Le ministre turc des Affaires européennes Omer Celik a déploré vendredi l'"instrumentalisation" de l'UE par l'Allemagne dans ses différends avec Ankara, et appelé à briser un "cercle vicieux".
M. Celik s'est également félicité du refus poli opposé par la majorité des 27 autres pays de l'UE à la chancelière Angela Merkel qui souhaite arrêter les négociations d'adhésion avec Ankara.
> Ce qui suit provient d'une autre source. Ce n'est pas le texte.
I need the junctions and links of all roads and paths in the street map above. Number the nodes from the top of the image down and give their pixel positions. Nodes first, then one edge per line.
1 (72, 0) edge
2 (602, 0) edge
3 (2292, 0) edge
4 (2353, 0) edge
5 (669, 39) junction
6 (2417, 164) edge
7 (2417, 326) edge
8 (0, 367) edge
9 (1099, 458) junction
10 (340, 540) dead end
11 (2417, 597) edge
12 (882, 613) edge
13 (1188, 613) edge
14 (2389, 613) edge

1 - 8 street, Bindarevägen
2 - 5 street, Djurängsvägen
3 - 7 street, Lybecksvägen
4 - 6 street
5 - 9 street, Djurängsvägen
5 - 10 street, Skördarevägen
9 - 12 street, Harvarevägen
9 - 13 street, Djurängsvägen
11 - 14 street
"Je peux clairement dire qu'il n'y a pas d'entrain pour stopper ou cesser les négociations d'adhésion", a souligné le ministre turc en marge d'une réunion de l'UE à Tallinn, où étaient invités les pays candidats.
"Ceux qui en ce moment viennent avec de nouveaux arguments" pour arrêter les pourparlers "essaient en fait d'instrumentaliser l'UE pour régler des problèmes bilatéraux", a-t-il affirmé.
"L'UE ne devrait pas être utilisée comme un outil pour répondre à des problèmes bilatéraux", a-t-il martelé.
"Vous ne pouvez pas parler d'arrêter ou suspendre les négociations d'adhésion, puis les redémarrer six mois plus tard", a mis en garde M. Celik, soulignant que "la Turquie est un grand pays, important d'un point de vue stratégique".
"Il est clair que la Turquie ne doit pas devenir un membre de l'Union européenne", avait déclaré Mme Merkel dimanche en pleine campagne électorale, ajoutant qu'elle chercherait auprès des autres pays de l'UE "une position commune sur ce point".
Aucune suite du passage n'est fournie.